§ Supplied entries:
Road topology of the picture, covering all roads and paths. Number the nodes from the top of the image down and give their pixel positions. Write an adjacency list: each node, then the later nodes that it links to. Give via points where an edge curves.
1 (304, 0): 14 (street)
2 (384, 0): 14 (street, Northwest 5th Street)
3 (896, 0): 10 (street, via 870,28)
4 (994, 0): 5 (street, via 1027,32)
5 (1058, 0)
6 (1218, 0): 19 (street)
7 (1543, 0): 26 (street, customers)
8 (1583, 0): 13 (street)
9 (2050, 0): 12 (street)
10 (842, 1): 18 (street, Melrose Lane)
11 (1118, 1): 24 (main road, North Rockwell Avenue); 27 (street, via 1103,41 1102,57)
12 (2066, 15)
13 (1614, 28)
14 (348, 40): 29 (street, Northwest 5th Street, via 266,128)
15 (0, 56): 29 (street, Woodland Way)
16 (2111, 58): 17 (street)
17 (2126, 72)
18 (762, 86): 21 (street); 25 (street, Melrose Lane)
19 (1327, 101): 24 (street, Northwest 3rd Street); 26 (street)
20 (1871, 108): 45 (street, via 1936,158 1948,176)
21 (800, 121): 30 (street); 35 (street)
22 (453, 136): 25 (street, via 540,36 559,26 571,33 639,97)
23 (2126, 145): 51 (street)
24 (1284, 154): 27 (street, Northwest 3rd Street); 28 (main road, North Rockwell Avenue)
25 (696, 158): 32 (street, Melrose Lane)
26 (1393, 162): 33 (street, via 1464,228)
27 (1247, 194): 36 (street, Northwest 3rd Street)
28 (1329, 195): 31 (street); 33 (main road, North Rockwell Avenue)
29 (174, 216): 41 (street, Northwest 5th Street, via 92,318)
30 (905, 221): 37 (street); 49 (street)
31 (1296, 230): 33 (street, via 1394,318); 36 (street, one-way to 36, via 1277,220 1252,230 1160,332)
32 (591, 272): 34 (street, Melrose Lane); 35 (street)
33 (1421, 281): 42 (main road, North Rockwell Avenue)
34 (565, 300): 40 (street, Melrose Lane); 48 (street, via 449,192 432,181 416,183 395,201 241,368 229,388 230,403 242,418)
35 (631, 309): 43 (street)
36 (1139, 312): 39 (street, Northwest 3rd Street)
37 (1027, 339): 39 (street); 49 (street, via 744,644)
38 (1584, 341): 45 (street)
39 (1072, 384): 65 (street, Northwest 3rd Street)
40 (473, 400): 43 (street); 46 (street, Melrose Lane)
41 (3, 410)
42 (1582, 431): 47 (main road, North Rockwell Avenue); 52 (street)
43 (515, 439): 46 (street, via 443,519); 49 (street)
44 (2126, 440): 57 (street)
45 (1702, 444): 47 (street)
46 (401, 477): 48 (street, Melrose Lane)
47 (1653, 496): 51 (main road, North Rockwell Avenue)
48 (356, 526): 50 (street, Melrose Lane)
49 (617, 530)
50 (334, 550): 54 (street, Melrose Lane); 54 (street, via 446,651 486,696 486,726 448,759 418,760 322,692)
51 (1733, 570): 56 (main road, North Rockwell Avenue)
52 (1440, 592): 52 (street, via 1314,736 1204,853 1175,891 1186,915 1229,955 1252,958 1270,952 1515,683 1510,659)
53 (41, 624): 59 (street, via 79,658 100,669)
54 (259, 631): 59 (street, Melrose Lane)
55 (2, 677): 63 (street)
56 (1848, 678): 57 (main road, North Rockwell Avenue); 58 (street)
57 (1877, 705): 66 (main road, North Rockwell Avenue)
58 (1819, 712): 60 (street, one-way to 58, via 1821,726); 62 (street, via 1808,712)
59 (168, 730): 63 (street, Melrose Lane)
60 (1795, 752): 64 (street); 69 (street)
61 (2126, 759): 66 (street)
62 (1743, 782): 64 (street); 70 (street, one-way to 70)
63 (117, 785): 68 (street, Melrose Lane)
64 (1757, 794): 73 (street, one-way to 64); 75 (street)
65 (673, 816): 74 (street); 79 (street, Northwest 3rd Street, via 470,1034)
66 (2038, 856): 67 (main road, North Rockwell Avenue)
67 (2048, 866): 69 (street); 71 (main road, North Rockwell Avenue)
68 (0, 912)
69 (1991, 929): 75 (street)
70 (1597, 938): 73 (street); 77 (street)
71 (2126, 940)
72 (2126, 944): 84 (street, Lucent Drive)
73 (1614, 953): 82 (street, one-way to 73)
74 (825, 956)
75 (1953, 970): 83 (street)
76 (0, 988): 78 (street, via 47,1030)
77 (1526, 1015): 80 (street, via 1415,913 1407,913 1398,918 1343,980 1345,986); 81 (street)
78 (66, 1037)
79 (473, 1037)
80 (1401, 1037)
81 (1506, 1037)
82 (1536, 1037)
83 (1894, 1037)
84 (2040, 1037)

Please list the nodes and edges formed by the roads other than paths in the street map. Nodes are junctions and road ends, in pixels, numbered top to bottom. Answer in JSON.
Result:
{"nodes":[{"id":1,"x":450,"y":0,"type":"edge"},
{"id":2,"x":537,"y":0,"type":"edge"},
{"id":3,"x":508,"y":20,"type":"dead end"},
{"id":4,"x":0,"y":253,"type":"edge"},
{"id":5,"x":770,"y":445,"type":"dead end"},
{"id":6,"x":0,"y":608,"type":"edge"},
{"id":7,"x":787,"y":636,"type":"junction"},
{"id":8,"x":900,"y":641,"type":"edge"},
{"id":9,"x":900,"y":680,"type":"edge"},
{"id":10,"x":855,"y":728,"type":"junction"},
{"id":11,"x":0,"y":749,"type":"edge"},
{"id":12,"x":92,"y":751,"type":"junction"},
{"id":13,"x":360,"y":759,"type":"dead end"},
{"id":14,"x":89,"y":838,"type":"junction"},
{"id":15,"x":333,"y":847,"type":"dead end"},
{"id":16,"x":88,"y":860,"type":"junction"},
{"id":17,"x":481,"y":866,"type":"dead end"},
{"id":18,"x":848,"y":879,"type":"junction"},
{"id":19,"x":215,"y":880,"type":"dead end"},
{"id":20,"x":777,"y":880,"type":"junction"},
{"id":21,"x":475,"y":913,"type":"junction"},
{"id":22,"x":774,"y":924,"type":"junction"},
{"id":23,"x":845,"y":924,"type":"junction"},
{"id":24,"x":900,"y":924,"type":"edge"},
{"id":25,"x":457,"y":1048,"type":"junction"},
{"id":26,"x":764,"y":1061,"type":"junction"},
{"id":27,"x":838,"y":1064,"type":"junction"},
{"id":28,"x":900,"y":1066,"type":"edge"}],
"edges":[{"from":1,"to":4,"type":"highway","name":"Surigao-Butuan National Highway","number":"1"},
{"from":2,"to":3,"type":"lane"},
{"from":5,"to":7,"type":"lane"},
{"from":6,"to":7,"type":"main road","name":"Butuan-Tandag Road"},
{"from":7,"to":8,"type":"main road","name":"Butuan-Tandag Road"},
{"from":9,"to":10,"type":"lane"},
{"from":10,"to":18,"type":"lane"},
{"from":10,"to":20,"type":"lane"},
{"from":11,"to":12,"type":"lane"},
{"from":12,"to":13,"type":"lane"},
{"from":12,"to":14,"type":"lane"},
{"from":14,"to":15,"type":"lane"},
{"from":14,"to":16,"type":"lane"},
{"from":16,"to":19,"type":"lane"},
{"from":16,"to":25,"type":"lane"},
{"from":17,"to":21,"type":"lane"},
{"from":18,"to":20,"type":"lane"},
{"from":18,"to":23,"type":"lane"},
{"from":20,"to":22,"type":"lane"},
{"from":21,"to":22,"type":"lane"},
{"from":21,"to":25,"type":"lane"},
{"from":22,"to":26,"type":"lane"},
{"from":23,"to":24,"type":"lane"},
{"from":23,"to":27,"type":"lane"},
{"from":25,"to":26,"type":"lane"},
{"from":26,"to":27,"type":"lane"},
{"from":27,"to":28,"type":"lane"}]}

§ Exercise goal:
Line by line, check the material above for the word "edges", then give the number of lines that hold it and nothing else.

§ Response area:
2